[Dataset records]
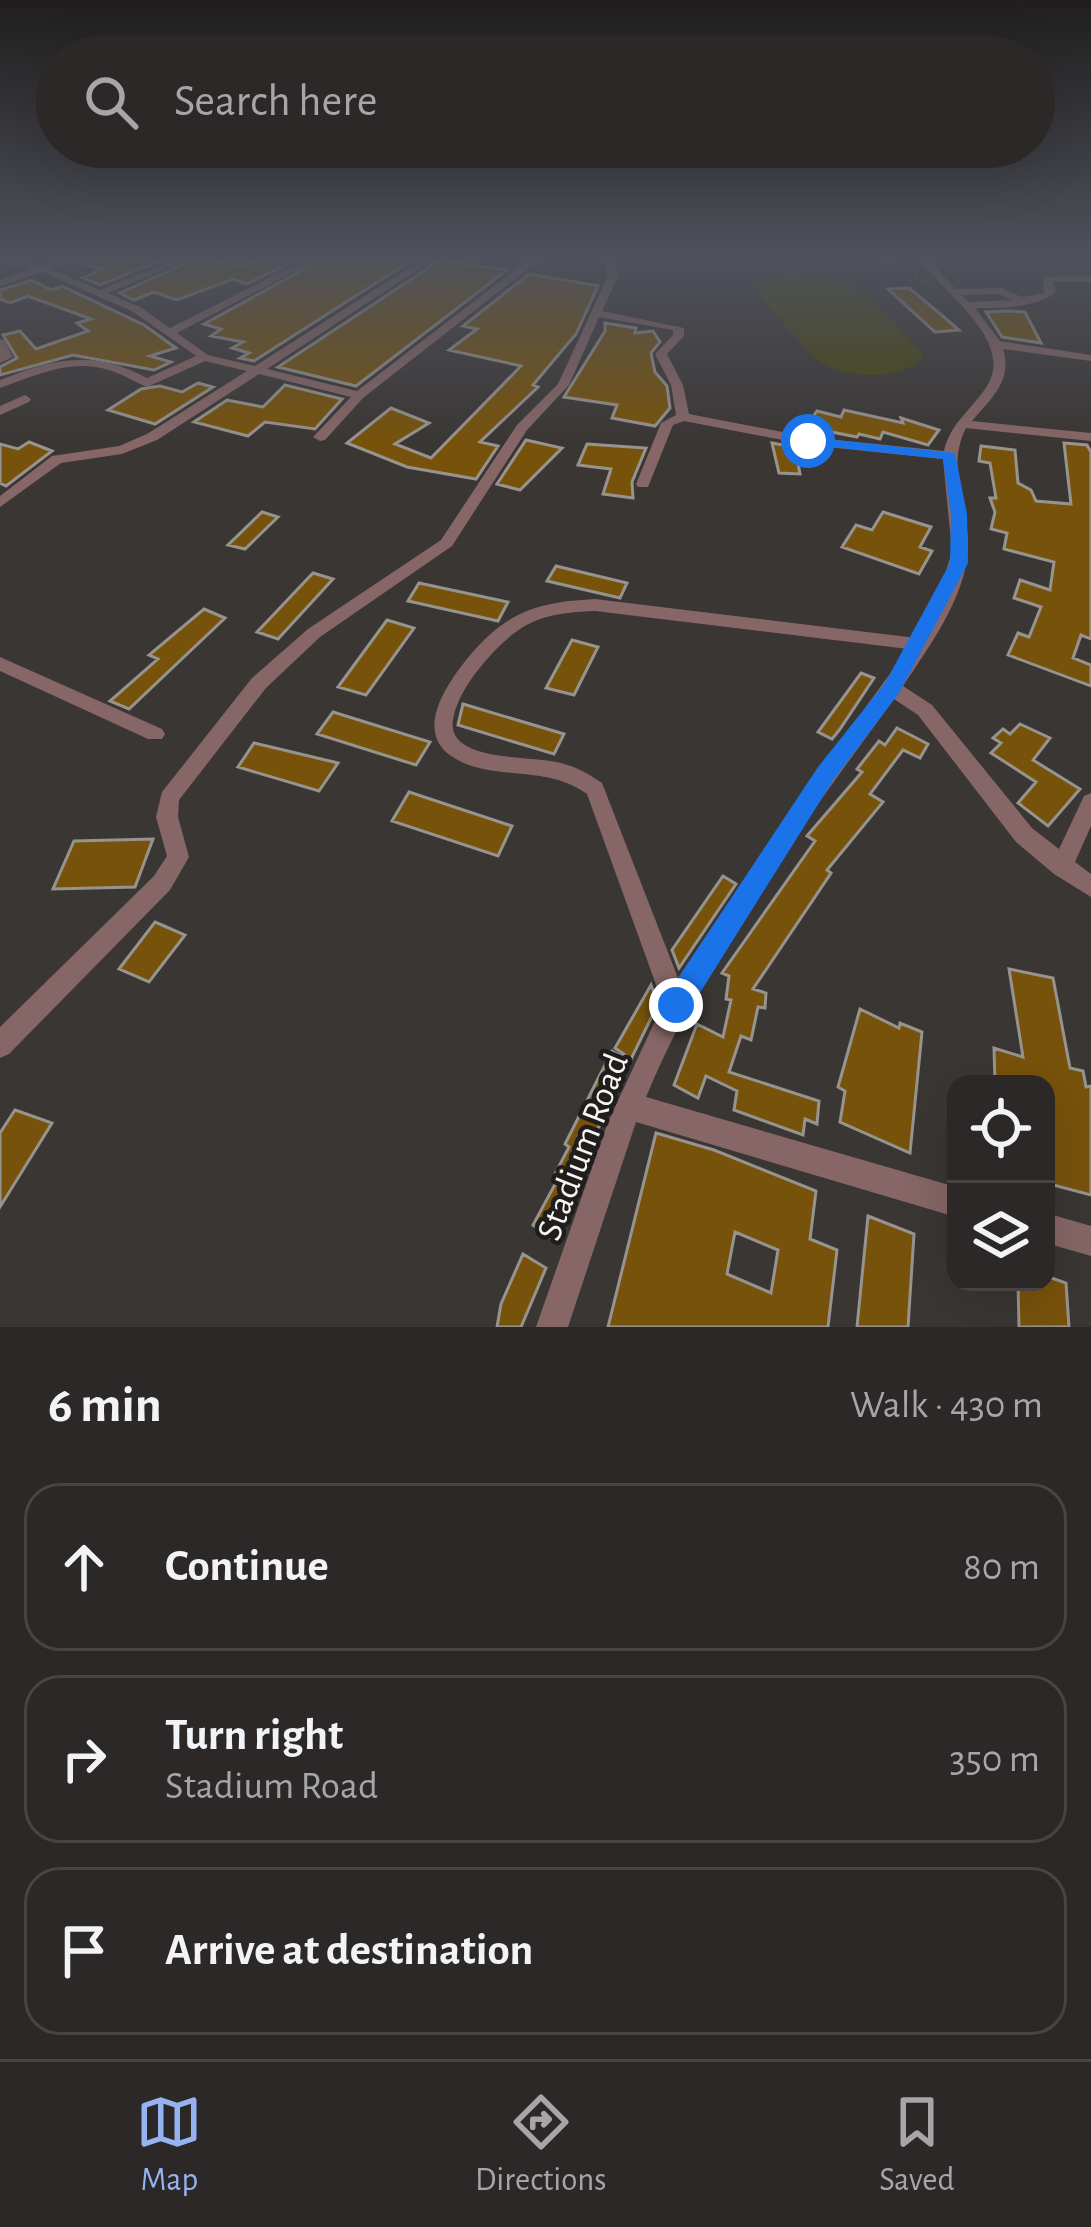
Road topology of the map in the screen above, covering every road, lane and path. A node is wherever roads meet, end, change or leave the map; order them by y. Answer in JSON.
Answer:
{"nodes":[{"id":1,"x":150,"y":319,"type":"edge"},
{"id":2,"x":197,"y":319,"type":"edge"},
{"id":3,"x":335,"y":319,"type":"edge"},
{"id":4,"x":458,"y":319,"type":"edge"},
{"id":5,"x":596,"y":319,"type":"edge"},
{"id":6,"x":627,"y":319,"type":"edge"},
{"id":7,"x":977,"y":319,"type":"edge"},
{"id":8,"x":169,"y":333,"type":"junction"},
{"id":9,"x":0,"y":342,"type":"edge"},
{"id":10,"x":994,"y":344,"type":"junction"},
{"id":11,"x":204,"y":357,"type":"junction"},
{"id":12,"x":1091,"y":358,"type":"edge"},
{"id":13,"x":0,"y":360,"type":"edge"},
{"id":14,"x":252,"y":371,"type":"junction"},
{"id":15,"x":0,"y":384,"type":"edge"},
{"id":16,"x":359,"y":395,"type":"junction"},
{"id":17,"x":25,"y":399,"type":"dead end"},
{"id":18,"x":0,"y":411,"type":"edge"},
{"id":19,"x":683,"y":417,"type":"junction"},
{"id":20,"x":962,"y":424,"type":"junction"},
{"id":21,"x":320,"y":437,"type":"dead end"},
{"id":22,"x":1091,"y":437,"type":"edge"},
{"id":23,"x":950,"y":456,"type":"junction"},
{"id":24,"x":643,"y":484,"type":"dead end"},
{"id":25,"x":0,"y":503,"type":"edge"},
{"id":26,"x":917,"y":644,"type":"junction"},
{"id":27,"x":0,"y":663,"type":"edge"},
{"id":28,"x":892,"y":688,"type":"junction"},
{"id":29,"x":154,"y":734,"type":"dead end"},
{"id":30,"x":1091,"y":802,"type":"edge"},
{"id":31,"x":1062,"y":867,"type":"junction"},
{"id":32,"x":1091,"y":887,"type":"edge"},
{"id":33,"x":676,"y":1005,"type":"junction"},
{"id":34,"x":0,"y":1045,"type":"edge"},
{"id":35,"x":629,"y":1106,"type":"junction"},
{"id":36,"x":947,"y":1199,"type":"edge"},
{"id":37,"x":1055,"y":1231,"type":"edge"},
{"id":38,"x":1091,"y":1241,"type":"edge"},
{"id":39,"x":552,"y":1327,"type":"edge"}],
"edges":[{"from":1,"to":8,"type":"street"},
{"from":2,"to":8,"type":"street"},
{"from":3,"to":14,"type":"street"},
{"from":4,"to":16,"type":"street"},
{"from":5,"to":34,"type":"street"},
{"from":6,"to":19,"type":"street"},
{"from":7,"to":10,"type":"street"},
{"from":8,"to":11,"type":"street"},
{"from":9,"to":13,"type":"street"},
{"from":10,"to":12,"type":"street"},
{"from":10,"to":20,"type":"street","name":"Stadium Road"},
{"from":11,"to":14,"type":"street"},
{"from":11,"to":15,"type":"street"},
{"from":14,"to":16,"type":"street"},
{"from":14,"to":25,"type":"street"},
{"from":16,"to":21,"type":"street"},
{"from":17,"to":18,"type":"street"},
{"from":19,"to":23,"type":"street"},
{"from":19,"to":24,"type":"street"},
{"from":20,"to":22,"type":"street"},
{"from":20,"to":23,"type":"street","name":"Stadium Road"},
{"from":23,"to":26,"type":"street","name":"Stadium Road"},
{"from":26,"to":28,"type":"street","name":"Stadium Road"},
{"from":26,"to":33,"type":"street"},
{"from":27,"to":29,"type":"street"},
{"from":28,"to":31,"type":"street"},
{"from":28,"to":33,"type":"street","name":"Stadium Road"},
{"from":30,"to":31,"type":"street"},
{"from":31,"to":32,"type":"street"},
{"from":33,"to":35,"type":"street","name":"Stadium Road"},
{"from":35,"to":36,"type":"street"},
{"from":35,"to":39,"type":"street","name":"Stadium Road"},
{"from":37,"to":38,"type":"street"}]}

• [Task statement] Keep only those lines of the records that hold "Answer", and return them.

• [Task result]
Road topology of the map in the screen above, covering every road, lane and path. A node is wherever roads meet, end, change or leave the map; order them by y. Answer in JSON.
Answer:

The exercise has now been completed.